The people in the crowd said, “Wow, this is a hard saying. Who can understand it?” (John 6:60).
Jesus gave the key for them to understand (John 6:63). He said (my expanded paraphrase), “I am talking about spiritual things. Physical food doesn’t deliver a person from her sins. I’ve already told you that. But you are so infatuated with your physical needs and desires that you are interpreting anything I say as a reference to physical food. You are so disoriented in your thinking that no matter what I say or do, you will not understand. For instance, I just told you to eat my flesh and drink my blood. And what is your reaction? We need to eat Jesus like a cannibal would, and that’s ridiculous! It is not physical food of any kind, even if it were my body, that would save you. It is spiritual food that you need, and I am that spiritual food. I am telling you how to receive true, everlasting life. But some of you refuse to believe.”
With these words, Christ was not telling his followers to eat him in any physical or material sense for this is an entirely nonsensical conclusion. The only sensible conclusion is that he was teaching them to follow him so closely, identify with him so closely, and trust in him so closely that his life would become their life, that his death would become their death, that his blood would become the covering for their sins.
Have you identified with Christ this closely? Have you believed on him by faith alone? Have you trust in his death and life as the payment for your sins? Or do you remain in the curious crowd who has only followed him for material blessings, religious knowledge, and exciting miracles?

His followers responded in various ways. (John 6:60-71)

How did the people respond to this unusual teaching? Did they say, “Aha! Now I see it! I need you spiritually. I do not need you to give me bread. I need you to give me eternal life.” They did not.

Many people stopped following him. (John 6:66)

From that point forward, many actually stopped following him. They chased him around the countryside no more. They went home and returned to ordinary life. They went on looking for another Messiah, one who would deliver them from Rome, give them food to eat, and perform some more exciting miracles. They didn’t want to have a spiritual conversation. They just wanted help in this material, temporal life, that’s all.

A few people stayed with him. (John 6:67)

As Jesus watched the crowds disperse, he turned to his 12 disciples.

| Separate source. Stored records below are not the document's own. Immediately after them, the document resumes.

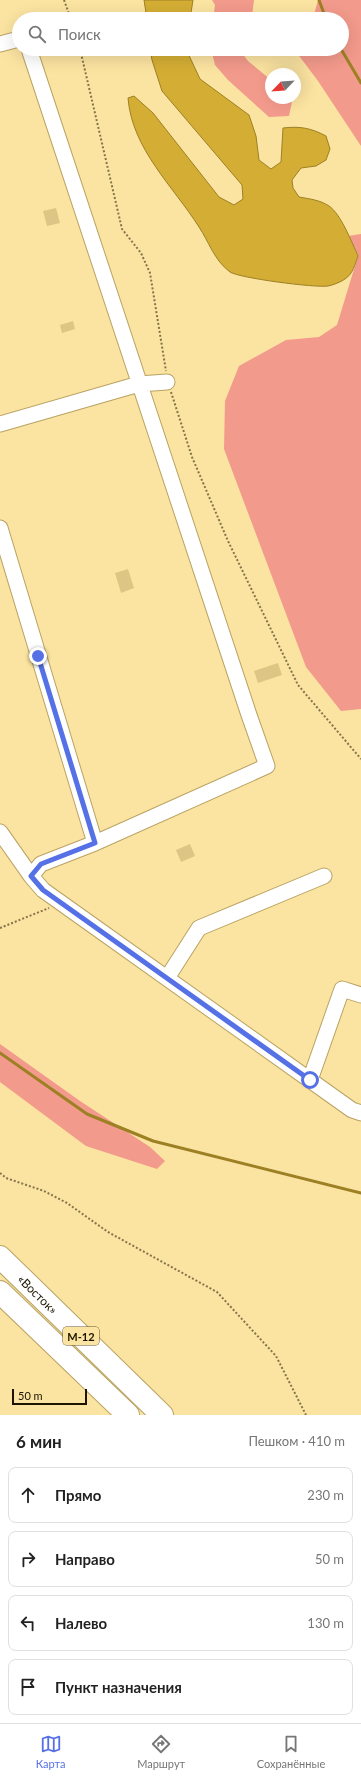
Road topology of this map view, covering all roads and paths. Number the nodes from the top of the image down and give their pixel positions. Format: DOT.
graph roads {
  1 [pos="64,0"];
  2 [pos="68,12"];
  3 [pos="12,40"];
  4 [pos="0,44"];
  5 [pos="31,56"];
  6 [pos="82,56"];
  7 [pos="167,382"];
  8 [pos="140,384"];
  9 [pos="0,424"];
  10 [pos="0,528"];
  11 [pos="361,759"];
  12 [pos="0,832"];
  13 [pos="95,843"];
  14 [pos="31,876"];
  15 [pos="324,876"];
  16 [pos="61,903"];
  17 [pos="0,928"];
  18 [pos="166,978"];
  19 [pos="361,994"];
  20 [pos="310,1080"];
  21 [pos="361,1113"];
  22 [pos="0,1172"];
  23 [pos="0,1257"];
  24 [pos="0,1292"];
  25 [pos="128,1415"];
  26 [pos="162,1415"];
  27 [pos="306,1415"];
  1 -- 2 [label="path"];
  3 -- 4 [label="street"];
  5 -- 8 [label="street"];
  6 -- 7 [label="path"];
  7 -- 8 [label="street"];
  7 -- 11 [label="path"];
  8 -- 9 [label="street"];
  8 -- 13 [label="street"];
  10 -- 13 [label="street"];
  12 -- 14 [label="street"];
  13 -- 14 [label="street"];
  14 -- 16 [label="street"];
  15 -- 18 [label="street"];
  16 -- 17 [label="path"];
  16 -- 18 [label="street"];
  18 -- 20 [label="street"];
  19 -- 20 [label="street"];
  20 -- 21 [label="street"];
  22 -- 27 [label="path"];
  23 -- 26 [label="highway, «Восток» / М-12"];
  24 -- 25 [label="highway, «Восток» / М-12"];
}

He turned to them and asked, “Would you like to go away from me now, too?”
But Peter spoke for the group and said, “No. We know you are speaking the true words of life. And we believe that you are the Son of God who came to save us from our sins.”
Becoming a disciple of Jesus requires you to set aside your preoccupation with meeting material needs and achieving worldly success to listen to the teaching of Jesus with all your heart, looking past the carnal, physical understanding to the spiritual truth that God is teaching you. The kind of truth that is more important than worldly wisdom.
When we observe the Lord’s Table together, it is helpful to remember this teaching of Christ. We know that eating the bread and drinking the juice has nothing to do with being or becoming the body and blood of Christ. But we also know that it provides us with a physical and sensory object lesson that reminds us of our close connection to and identification with Christ.
As we participate in the Lord’s Table together with our church, we must ask the question, “Are we part of the curious onlooking crowds or are we genuine followers of Christ who have trusted in his death as the forgiveness for our sins and in his life as the source of our own eternal life with God?